William Morris, MD: That's exactly right. I mean, I think there is good that comes out of this. It really, really draws into focus: What is essential? What is needed? How can we break down the barriers and drive access? Cause, I could not agree more. It is incumbent on us, not just to deliver excellent care, but to make it accessible, affordable, and frankly pleasurable. And so, kudos to you. What has surprised you during this as a leader during these four months? What kind of surprises have you kind of walked home and taken away?
Beri Ridgeway, MD: I think this didn't necessarily surprised me, it just really drove this home in how many amazing, super smart people we have here. It really has opened my eyes and to, as an organization, who we have on our team and where we can go. I think the thing that also has surprised me is that it took something like this to really start talking about a patient centric model. In that, I know we have talked about this, and I think as an organization we do much better than most places, but it's still, and having patient experiences myself, it's hard to be a patient anywhere, not just here. And I think as healthcare in general, not specific to Cleveland clinic, we're really saying like, where can I meet you where you are? How can I meet you and how can we succeed as a team?
William Morris, MD: Could not agree more. Akhil, I'll give you a last word if you would so desire.
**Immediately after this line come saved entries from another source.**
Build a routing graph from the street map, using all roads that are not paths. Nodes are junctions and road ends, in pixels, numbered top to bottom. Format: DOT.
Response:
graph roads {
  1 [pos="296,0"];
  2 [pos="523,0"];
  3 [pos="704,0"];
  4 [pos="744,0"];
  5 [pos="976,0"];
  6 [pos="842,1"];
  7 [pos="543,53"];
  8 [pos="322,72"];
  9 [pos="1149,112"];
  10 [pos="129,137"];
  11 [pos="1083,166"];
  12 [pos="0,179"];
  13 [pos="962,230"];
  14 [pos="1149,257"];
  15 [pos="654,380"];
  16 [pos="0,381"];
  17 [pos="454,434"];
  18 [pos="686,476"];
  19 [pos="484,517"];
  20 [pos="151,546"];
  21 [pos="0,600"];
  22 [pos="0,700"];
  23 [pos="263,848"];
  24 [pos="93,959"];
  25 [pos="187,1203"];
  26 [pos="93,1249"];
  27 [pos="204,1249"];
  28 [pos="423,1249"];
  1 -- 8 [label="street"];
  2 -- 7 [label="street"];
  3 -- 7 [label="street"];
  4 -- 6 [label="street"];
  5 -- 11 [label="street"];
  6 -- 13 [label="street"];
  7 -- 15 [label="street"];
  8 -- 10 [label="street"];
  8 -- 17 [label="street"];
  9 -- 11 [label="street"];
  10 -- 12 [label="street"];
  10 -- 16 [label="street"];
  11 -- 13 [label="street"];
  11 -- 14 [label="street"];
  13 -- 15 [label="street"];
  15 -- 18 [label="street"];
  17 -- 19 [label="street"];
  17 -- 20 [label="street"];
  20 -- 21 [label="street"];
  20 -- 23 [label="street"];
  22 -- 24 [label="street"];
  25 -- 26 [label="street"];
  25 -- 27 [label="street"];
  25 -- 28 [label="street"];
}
Akhil Saklecha, MD: Thank you, Will. I have to say, this conversation was enlightening. I mean, not only on the first part of our conversation around the innovation and gaps, because on that side of the house where Will and I spent a lot of our time, in finding out those clinical problems that need to be solved, especially what you've seen on the improvement with virtual health, but also the gap that remains of how we can continue to improve on the prenatal care. But also, on the second side, which is we've talked so much about the negative impact of COVID, but there's positive stuff that's coming out of it. And I think that when we can shift to the patient centric model that we've always talked about, through all the different approaches that were mentioned, there's some silver lining around all of this. And I think that's important to realize and come out of this. I have to say, I really enjoyed the conversation today with Dr. Beri Ridgeway. And Will, I'll turn it back over to you.
William Morris, MD: Well, thank you very much, Beri and Akhil. This is Health Amplified, a Cleveland Clinic podcast, intended to talk with key subject matter experts in the field of innovation, clinical care and operations. Thank you.